PROBLEM STATEMENT: Restate the records word for word, omitting nothing.
(PROVIDED MATERIAL)
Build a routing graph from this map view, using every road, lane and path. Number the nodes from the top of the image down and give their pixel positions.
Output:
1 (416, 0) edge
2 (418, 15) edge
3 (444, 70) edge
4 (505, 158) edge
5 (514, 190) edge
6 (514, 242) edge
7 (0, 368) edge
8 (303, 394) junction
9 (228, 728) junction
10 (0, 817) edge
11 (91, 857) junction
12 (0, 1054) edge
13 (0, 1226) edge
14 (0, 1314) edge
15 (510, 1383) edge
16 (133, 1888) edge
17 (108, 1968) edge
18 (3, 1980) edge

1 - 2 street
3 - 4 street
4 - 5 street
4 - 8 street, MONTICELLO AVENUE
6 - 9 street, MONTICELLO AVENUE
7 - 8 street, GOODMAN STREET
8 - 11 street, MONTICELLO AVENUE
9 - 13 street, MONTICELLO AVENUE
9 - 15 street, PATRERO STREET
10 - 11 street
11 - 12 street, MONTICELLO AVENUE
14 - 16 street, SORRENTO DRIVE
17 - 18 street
(End PROVIDED MATERIAL)
EXERCISE ANSWER:
Build a routing graph from this map view, using every road, lane and path. Number the nodes from the top of the image down and give their pixel positions.
Output:
1 (416, 0) edge
2 (418, 15) edge
3 (444, 70) edge
4 (505, 158) edge
5 (514, 190) edge
6 (514, 242) edge
7 (0, 368) edge
8 (303, 394) junction
9 (228, 728) junction
10 (0, 817) edge
11 (91, 857) junction
12 (0, 1054) edge
13 (0, 1226) edge
14 (0, 1314) edge
15 (510, 1383) edge
16 (133, 1888) edge
17 (108, 1968) edge
18 (3, 1980) edge

1 - 2 street
3 - 4 street
4 - 5 street
4 - 8 street, MONTICELLO AVENUE
6 - 9 street, MONTICELLO AVENUE
7 - 8 street, GOODMAN STREET
8 - 11 street, MONTICELLO AVENUE
9 - 13 street, MONTICELLO AVENUE
9 - 15 street, PATRERO STREET
10 - 11 street
11 - 12 street, MONTICELLO AVENUE
14 - 16 street, SORRENTO DRIVE
17 - 18 street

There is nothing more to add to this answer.